To, co mówił Zawilec, było wbrew pozorom proste i zrozumiałe. Czułam się nawet w jakiś sposób dumna, że nieśmiałemu wilkowi udało się wypowiedzieć tyle zdań w ciągu i to podczas rozmowy ze mną, nigdy bym się bowiem tego nie spodziewała. Podczas całego wywodu moją uwagę przykuł jednak tak naprawdę dopiero fragment wypowiedzi dotyczący mafii i gangów. Moje doświadczenie w kwestii bycia członkinią watah było bardzo ubogie i nigdy nie miałam z czymś takim do czynienia, aczkolwiek natychmiast poczułam głęboką potrzebę znalezienia się w którejś ze wspomnianych organizacji. Niestety, mogły być to chyba tylko marzenia, bowiem Zawilec uprzedził, że prawo zakazuje takiej działalności. Chociaż w sumie, póki nie miałby twardych dowodów... Świadków można by było przecież uciszać. Groźby i szantaże też zrobiłyby swoją robotę, a wizja dużego dochodu z haraczy wydawała się być szczególnie atrakcyjna. Pytanie tylko, czy w przypadku wpadki ustawa przewiduje zwykłe wygnanie, czy karę śmierci. To raczej ciężka zbrodnia, ofiar śmiertelnych takiej działalności byłoby od groma. Spojrzałam na Zawilca i zastanowiłam się chwilę. Nie wyglądał na takiego, który chciałby mieć na sumieniu czyjekolwiek życie, nawet mafijnego bossa, ale pewnie jego czapla szybko wymusiłaby na nim wyegzekwowanie prawa, nie mówiąc już o presji żądnych zemsty obywateli. Poddałam się w duchu. Musi być inna droga do zdobycia szacunku, władzy i kosztowności. Kiwnęłam głową, zwracając się do białego basiora.

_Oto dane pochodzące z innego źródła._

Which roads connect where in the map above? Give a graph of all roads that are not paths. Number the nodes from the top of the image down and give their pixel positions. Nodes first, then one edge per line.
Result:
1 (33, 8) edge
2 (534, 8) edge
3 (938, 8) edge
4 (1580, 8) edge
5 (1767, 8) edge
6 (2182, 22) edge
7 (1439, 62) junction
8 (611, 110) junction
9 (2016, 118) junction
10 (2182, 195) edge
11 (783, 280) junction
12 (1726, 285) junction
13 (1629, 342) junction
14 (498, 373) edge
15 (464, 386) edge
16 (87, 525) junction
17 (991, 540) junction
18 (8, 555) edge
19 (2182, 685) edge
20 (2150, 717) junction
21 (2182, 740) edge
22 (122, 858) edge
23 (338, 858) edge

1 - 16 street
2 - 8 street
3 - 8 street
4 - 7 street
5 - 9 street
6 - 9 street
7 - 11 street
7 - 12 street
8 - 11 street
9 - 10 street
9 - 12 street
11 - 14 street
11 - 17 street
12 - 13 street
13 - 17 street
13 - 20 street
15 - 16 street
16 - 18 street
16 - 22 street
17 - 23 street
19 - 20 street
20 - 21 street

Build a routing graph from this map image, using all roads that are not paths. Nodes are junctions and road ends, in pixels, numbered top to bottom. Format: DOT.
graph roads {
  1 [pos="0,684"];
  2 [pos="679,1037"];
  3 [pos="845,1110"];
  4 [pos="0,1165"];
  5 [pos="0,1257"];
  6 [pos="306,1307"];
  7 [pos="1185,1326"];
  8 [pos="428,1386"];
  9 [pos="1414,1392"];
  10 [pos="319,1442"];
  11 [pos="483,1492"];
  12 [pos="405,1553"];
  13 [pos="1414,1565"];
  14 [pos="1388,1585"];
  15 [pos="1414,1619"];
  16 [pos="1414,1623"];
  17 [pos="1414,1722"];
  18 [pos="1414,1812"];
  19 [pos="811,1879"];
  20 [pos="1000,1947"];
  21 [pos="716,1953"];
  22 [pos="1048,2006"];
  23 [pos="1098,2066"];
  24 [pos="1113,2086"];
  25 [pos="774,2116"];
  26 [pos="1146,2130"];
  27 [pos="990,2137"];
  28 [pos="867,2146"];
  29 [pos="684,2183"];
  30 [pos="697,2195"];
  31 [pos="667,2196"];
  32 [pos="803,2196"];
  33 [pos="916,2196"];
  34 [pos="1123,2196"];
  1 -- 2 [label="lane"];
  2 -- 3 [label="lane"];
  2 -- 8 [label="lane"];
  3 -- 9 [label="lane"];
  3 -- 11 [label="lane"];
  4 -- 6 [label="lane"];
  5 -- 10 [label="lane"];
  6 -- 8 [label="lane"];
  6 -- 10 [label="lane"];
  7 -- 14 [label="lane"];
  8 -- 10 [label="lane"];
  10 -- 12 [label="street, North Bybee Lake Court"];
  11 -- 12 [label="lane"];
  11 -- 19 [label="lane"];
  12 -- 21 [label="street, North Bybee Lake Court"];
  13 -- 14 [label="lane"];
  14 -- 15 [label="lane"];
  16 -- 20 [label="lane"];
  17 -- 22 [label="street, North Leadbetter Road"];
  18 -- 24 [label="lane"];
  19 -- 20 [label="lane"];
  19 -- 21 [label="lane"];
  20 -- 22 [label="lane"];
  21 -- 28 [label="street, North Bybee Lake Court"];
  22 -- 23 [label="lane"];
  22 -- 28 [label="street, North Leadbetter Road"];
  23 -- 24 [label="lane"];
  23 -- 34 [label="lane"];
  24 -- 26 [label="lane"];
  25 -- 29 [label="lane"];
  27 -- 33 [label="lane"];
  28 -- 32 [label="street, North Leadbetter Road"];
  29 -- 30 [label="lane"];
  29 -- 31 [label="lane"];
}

- W porządku, chyba rozumiem. Teraz oddalę się i poszukam sobie jakieś jaskini. Jest jeszcze tylko jedna sprawa... - urwałam na chwilę, patrząc na zaniepokojenie w jego oczach. Trzeba przyznać, to bardzo zabawna rzecz. - Czy jesteś może teraz bardzo zajęty?
- Jeśli potrzebujesz pomocy, chętnie poświęcę Ci trochę czasu.
Kiwnęłam rytmicznie parę razy głową.
- Pomocy, nie pomocy... W sumie można to tak nazwać. Chciałam zapytać, czy nie chciałbyś się wybrać razem ze mną. Szykuje się długi spacer po pagórkach i skałkach. Bardzo zabawne, jednak dwa razy lepsze, jeśli ma się towarzystwo.
Mogłabym obstawić zakład, że basior w pierwszej chwili odmówi, w końcu jest niespotykanie nieśmiały, ale byłam gotowa, żeby trochę go namawiać. Bo co się stanie, wkurzy się i wygoni mnie z jaskini? To nie ten przypadek. A naprawdę mogłoby być zabawnie.